▶ _Exercise brief_
The expected output is a copy of every line in the records with the string "RNIE".

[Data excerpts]
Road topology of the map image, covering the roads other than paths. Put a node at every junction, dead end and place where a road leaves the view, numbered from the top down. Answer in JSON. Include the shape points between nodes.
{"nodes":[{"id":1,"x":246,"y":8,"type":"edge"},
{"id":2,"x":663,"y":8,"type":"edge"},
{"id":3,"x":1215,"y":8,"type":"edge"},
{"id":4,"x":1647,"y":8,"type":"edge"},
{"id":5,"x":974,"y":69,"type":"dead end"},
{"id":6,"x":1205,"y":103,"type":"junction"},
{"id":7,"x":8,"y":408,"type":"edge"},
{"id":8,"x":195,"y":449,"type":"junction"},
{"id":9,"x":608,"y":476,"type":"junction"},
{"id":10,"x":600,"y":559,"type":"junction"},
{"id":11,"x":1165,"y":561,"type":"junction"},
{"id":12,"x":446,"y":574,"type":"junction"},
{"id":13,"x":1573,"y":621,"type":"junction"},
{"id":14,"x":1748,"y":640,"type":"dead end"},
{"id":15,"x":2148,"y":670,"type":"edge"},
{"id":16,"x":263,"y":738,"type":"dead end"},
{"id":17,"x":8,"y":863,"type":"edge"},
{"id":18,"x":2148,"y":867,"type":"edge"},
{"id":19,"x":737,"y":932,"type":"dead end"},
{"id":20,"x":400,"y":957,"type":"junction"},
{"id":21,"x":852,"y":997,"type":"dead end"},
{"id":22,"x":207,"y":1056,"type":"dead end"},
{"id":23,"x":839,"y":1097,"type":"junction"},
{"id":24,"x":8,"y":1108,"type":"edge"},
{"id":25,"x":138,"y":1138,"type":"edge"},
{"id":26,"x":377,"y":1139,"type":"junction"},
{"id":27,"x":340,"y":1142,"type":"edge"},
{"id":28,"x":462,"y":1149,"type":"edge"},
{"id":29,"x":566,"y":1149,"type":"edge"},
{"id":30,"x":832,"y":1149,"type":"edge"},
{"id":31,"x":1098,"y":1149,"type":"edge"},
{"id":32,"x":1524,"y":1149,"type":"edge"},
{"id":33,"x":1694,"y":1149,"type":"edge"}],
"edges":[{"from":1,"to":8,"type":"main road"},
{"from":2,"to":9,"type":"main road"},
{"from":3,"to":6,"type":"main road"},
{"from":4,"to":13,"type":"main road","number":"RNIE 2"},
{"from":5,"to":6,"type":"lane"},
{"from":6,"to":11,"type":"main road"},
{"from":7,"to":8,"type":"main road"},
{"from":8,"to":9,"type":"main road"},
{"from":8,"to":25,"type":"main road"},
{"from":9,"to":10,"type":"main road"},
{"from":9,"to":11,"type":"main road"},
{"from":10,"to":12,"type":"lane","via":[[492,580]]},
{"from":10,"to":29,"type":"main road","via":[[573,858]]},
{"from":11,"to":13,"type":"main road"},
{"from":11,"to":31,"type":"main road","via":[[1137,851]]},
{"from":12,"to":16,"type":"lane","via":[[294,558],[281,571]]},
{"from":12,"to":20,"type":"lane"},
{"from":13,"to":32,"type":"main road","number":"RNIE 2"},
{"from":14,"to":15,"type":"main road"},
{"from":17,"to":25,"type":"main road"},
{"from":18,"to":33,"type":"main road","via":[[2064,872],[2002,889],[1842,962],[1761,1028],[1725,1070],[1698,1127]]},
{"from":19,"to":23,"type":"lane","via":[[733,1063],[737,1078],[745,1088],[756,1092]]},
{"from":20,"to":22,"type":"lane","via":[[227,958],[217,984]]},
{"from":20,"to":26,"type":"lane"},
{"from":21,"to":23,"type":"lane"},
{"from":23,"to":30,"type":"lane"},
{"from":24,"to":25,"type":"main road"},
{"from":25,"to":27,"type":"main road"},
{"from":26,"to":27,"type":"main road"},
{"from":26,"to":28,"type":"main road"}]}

▶ _Exercise output_
{"from":4,"to":13,"type":"main road","number":"RNIE 2"},
{"from":13,"to":32,"type":"main road","number":"RNIE 2"},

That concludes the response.